What explains the difference between Delisle’s Shenzhen and mine? Several years, for one, since Delisle’s visit was in the late 1990s and mine was in 2007. But that’s not a satisfactory explanation.

It was probably a matter of mindset. Delisle was in Shenzhen working, frustrated with his poorly trained animators. I was taking a year off to explore Asia, without a worry. Every experience is filtered through the traveler’s personal lens, so Delisle and I reacted differently to the same stimuli. He was alienated. I was entranced.

We agree on one point: By an accident of birth, some people can travel, and others cannot, and that is a great sadness.

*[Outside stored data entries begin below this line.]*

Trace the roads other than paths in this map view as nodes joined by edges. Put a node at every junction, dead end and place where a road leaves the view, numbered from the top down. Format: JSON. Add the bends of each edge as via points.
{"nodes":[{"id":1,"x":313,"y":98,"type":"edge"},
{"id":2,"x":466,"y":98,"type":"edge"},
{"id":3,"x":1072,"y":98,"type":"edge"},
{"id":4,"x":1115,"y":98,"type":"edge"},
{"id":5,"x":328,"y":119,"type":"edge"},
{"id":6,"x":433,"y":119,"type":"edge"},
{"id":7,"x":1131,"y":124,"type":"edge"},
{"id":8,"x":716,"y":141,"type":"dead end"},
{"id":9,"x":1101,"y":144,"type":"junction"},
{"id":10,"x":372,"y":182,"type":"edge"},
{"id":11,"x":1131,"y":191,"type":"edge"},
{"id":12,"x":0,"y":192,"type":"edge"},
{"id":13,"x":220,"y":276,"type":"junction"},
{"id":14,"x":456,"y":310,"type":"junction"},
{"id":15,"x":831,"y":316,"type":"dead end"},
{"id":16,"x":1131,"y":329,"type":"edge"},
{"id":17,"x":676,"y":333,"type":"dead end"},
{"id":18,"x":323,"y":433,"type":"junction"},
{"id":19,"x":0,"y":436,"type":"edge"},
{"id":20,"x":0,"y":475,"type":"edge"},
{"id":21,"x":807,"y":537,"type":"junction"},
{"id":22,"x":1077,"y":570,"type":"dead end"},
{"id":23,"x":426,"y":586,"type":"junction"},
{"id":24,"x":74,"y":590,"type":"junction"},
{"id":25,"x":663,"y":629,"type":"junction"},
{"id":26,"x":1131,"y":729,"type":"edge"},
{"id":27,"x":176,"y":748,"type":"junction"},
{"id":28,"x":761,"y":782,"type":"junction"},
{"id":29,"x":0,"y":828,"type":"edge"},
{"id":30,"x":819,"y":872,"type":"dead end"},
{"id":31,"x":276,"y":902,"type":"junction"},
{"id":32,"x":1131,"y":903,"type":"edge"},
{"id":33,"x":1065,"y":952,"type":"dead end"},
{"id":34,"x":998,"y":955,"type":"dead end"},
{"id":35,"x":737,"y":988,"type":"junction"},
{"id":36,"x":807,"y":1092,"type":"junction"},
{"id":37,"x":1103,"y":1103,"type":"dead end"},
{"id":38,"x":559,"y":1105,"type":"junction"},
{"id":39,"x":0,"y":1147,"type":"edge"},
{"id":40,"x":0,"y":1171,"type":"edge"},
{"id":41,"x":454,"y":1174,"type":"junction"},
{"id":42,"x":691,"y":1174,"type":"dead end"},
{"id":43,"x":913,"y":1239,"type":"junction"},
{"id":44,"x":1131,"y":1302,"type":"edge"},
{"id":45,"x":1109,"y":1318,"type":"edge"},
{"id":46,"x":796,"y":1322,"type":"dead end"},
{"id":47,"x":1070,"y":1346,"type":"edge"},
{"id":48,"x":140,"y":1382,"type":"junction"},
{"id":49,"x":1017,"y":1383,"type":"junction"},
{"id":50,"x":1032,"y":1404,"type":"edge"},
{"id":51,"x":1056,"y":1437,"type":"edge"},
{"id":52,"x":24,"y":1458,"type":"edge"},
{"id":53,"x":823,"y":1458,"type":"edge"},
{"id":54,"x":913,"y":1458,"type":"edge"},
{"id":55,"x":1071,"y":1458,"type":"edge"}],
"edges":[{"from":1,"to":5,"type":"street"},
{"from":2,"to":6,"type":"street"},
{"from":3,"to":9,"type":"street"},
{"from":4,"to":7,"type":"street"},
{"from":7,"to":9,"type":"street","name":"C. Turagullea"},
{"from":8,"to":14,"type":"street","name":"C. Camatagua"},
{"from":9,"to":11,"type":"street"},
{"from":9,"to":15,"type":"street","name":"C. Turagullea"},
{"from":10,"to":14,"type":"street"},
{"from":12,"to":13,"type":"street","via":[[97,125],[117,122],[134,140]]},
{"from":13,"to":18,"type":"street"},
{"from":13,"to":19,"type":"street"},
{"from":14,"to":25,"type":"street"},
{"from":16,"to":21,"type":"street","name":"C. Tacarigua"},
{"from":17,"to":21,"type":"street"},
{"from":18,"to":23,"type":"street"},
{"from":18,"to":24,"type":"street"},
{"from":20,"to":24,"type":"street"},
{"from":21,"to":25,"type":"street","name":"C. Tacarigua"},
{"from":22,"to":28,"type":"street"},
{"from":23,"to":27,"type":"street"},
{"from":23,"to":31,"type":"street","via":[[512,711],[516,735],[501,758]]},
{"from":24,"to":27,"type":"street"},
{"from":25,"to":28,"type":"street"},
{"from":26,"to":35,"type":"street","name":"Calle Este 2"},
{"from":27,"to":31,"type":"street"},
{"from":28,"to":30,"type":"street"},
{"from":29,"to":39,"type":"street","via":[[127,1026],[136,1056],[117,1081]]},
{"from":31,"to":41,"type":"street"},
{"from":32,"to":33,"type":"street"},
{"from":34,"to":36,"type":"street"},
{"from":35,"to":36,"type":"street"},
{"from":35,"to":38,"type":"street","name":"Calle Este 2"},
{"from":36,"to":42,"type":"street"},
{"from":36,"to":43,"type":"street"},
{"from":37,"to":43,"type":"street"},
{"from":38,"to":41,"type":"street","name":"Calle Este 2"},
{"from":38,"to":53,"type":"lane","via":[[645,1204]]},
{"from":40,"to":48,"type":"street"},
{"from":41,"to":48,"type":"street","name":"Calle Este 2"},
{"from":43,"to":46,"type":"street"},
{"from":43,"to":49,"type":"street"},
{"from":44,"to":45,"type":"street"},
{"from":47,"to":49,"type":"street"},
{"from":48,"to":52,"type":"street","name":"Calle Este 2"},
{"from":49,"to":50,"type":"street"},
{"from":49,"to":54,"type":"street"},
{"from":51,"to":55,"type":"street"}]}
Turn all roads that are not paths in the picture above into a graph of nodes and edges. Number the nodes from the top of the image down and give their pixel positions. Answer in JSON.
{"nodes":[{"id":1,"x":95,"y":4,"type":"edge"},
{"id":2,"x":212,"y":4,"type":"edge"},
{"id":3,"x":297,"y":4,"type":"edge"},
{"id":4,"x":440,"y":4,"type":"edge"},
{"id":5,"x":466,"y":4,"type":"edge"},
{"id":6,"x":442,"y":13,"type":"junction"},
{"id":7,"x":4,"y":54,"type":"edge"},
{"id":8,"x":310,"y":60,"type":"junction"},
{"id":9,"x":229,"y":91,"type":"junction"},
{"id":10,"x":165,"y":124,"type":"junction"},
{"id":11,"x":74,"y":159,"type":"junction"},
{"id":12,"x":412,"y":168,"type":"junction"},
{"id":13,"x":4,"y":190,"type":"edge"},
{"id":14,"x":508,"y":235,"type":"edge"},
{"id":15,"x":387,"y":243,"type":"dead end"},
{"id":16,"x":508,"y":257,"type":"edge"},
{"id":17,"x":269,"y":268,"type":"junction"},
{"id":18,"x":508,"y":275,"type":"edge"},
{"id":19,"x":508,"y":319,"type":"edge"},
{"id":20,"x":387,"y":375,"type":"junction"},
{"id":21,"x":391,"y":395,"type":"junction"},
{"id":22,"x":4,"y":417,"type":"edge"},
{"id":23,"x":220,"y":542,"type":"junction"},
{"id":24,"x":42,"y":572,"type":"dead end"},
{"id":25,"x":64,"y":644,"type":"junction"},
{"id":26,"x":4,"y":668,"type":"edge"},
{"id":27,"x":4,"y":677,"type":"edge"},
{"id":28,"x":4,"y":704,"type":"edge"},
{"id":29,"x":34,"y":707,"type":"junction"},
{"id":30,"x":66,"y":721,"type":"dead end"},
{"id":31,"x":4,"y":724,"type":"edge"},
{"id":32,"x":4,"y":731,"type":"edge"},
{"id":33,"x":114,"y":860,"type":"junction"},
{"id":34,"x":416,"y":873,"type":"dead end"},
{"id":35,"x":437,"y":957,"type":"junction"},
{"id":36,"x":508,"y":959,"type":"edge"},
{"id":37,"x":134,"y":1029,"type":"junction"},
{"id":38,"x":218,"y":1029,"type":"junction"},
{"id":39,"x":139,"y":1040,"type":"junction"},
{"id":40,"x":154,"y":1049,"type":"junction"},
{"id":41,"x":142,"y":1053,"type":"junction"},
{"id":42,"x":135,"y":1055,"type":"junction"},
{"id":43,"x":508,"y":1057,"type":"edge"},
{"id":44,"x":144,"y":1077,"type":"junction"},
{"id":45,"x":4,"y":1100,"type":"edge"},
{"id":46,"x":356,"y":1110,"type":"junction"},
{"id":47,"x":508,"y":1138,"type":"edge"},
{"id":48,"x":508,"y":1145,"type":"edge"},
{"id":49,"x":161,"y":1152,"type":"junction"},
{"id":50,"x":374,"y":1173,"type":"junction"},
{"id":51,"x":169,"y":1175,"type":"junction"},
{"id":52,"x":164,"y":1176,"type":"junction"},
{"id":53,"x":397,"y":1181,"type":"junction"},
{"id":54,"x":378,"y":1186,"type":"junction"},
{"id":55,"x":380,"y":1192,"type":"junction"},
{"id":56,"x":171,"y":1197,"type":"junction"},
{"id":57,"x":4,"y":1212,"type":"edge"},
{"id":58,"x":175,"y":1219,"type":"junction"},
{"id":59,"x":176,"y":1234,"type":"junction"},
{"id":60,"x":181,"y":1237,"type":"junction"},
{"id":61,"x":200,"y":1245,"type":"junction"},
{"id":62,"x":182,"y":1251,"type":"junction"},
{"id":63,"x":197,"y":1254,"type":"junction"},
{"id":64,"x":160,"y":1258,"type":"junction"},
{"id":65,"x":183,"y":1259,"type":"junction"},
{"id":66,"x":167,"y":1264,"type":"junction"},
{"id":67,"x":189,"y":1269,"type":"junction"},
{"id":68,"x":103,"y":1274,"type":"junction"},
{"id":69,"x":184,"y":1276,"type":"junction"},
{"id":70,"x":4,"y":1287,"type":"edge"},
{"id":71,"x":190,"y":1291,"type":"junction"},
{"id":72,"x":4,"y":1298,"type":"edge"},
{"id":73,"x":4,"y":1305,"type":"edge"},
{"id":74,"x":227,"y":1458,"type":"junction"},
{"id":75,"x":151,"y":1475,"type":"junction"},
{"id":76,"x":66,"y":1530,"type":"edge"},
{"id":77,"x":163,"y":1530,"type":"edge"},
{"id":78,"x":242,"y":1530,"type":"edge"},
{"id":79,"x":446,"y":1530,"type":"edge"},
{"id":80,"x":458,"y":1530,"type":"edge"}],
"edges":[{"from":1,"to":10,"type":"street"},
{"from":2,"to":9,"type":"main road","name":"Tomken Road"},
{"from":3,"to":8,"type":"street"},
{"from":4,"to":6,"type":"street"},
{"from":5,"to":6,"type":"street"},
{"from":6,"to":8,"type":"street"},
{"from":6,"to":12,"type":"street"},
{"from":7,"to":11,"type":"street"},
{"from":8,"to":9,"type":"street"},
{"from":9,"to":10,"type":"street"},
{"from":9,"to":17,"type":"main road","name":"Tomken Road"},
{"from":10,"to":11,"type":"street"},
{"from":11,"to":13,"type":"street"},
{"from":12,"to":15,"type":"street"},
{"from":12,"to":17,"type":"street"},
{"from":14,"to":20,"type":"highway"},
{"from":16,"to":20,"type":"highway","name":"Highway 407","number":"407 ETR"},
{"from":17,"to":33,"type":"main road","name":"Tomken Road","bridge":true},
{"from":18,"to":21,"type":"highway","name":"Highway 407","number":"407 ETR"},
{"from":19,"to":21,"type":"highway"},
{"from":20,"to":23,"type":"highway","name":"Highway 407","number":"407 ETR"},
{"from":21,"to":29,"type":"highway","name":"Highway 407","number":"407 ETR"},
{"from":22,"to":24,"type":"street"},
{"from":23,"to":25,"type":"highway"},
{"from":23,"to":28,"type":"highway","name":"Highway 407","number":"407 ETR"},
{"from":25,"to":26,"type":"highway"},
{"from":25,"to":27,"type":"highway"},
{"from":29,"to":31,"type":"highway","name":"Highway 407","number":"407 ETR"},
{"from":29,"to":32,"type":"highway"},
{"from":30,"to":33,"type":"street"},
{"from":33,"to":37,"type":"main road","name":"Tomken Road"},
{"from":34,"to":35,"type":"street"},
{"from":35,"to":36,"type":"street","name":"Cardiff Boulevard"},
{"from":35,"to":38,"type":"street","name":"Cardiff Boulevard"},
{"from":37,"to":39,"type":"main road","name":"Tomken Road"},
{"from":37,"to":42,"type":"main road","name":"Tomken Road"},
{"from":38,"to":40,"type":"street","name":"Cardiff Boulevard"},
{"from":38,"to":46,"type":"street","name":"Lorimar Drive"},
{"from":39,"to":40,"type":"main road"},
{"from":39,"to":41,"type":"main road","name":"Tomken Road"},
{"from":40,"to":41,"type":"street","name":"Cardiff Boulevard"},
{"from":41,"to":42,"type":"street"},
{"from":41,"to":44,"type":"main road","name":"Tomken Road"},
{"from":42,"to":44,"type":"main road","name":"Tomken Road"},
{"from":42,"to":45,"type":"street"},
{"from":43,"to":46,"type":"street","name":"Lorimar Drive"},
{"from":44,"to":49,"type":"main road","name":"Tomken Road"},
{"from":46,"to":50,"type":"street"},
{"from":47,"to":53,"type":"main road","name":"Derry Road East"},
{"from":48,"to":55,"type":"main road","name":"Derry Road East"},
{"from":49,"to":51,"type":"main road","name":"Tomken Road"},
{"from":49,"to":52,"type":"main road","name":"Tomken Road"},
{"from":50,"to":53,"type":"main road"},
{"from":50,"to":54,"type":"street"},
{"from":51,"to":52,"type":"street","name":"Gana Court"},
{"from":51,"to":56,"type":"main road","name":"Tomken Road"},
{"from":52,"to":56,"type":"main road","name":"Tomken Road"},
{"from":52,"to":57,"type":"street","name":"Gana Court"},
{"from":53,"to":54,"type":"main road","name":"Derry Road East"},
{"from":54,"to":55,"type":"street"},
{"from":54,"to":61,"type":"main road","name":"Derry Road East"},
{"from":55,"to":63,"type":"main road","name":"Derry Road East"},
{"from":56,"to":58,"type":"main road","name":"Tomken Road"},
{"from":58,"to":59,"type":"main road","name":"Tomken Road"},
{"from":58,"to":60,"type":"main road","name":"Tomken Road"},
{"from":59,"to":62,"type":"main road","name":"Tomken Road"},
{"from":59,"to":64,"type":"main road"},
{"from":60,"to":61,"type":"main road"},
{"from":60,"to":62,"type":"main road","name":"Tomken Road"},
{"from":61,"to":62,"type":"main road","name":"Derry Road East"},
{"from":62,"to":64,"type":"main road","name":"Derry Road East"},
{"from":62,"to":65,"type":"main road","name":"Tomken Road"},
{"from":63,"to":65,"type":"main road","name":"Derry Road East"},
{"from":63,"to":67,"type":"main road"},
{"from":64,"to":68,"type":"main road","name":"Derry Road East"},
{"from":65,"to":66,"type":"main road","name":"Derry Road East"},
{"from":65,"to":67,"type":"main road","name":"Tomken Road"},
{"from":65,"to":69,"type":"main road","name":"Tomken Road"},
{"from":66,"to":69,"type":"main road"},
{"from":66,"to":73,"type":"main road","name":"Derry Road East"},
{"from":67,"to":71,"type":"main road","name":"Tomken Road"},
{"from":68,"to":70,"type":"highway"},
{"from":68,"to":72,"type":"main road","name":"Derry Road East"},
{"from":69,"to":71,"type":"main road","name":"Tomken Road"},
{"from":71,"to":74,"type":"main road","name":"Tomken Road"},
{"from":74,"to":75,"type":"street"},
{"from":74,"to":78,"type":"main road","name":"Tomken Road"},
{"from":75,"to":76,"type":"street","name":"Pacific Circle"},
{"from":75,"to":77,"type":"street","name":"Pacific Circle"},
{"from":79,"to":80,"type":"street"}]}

Near the middle of the graphic novel, Delisle and his Chinese translator visit a cheesy Shenzhen theme park named “Windows of the World” which features smaller-scale replicas of global landmarks such as the Great Pyramids and the Leaning Tower of Pisa.

“It does leave you with an urge to travel. I wouldn’t mind seeing the Taj Mahal one of these days,” Delisle thinks while riding the bus back into town. “When I think that all I’ve got to do is buy a ticket. I can go where I like.”

He looks at his Chinese translator, who may never be able to afford a trip to Beijing, much less India.

“We hardly ever stop to notice how amazingly free we really are,” Delisle thinks.

No, we don’t.



Blogger moi said...

"By an accident of birth, some people can travel, and others cannot, and that is a great sadness." How true!

On a separate note, I love your description of how your relationship to Boston changed! Did the city itself change, or just you? My relationship with Mumbai has changed because I think the city has changed. Something snapped in 1993.

8:28 AM  
Blogger PKL said...

I changed. Boston does not change rapidly, which may be its problem. Many of the region's characteristics are institutionalized: the town-gown conflicts, the mordantly corrupt government, the weather, the class animus.

3:33 AM  
Anonymous Anonymous said...

I've been to Boston.

That "Cheers" bar is fantastic! And those statues of Sam Adams all over the place?! Charming! And I wish they never finished that Big Dig. It felt like progress was being made every single day for years and years!

Yeah, whatever. Boston is yet another major city in the East riding on past glories and the constant influx of new blood infused by multiple major Lefty universities.